SELinux

ddaas · 04-19-2005, 08:43 AM

What do you think about SELinux?
Does it really mean a big increase in term of security?
I would like to upgrade from rhel3 to rhel4 and I don't know if SELinux represents a big deal concerning security or it only creates the sensation of security. What do you think?

ddaas

Capt_Caveman · 04-19-2005, 03:11 PM

The default SELinux config in Fedora (and AFAIK in RHL4) is really only a partial implementation of the original SELinux architecture. Currently only a certain number of daemons are using SELinux with a "targeted security policy". Overtime I imagine we'll see a more system-wide implementation. Right now it act as a nice additional layer of security, but I would certainly still advise hardening your system with measures outside of SELinux (I don't ever see it as a total replacement). It will be interesting to see if the LSM module and the kernel hooks themselves become targets in the next step of the "arms race". Along those lines, I'd recommend reading the brief commentary on LSM at the grsecurity site for an alternate perspective.
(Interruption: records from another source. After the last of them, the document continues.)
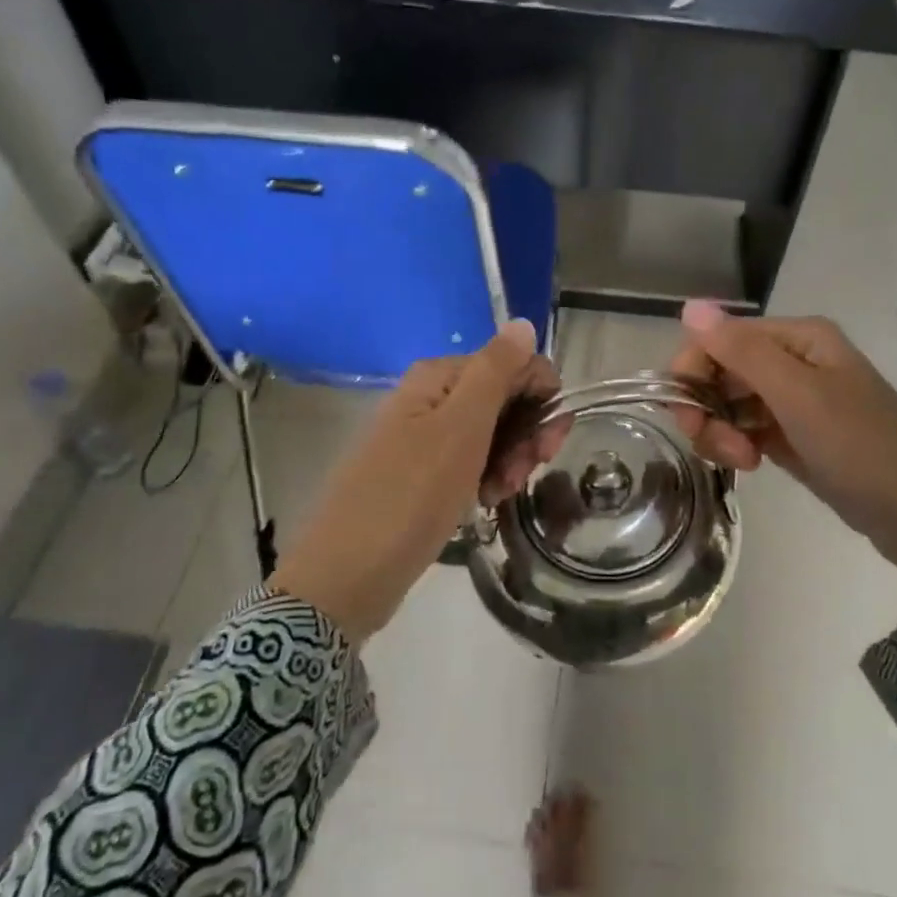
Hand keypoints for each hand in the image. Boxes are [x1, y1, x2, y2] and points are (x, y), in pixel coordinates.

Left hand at [274, 320, 562, 642]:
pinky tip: (483, 503)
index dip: (541, 398)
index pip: (514, 365)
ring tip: (498, 494)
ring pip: (492, 434)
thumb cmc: (410, 495)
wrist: (349, 574)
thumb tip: (522, 322)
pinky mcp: (423, 474)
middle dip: (526, 435)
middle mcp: (432, 399)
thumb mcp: (461, 427)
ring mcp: (425, 437)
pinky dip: (486, 479)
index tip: (547, 442)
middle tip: (522, 473)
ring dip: (509, 461)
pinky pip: (471, 463)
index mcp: (440, 377)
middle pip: (504, 399)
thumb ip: (496, 370)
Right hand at [669, 302, 896, 567]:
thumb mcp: (800, 396)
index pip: (720, 338)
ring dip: (722, 432)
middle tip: (722, 450)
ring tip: (743, 463)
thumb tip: (690, 305)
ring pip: (729, 404)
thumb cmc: (862, 447)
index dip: (693, 372)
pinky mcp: (793, 435)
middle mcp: (793, 360)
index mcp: (798, 338)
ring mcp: (794, 400)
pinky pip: (745, 429)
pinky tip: (750, 466)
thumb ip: (742, 351)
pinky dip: (738, 446)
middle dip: (708, 409)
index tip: (687, 416)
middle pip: (720, 371)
ddaas · 04-20-2005, 04:32 AM

I've read about LSM at grsecurity and they don't consider it good.
What do you think? Are they right?
Which do you think is better grsecurity or selinux?

I was a litle bit impressed about

Quote:

Demo Systems
One of the best ways to observe the high level of security possible by using SELinux is to visit one of the SELinux demonstration systems provided for public use. Using an SSH client, you can remotely log into a demonstration system as the root user and try to hack your way to escalated privileges. Most likely, you'll completely fail.

One such system is the demonstration system hosted by Gentoo's Hardened Project, described at http://selinux.dev.gentoo.org. Another demonstration system, a Fedora Core system administered by Russell Coker, is described at http://www.coker.com.au/selinux/play.html. Finally, a demonstration system running Debian is described at http://selinux.simplyaquatics.com.

you could log in as root and try to crack the SELinux based Server. That's nice

If no one did it untill now that means that SELinux is real good. But as you say:

Quote:

It will be interesting to see if the LSM module and the kernel hooks themselves become targets in the next step of the "arms race".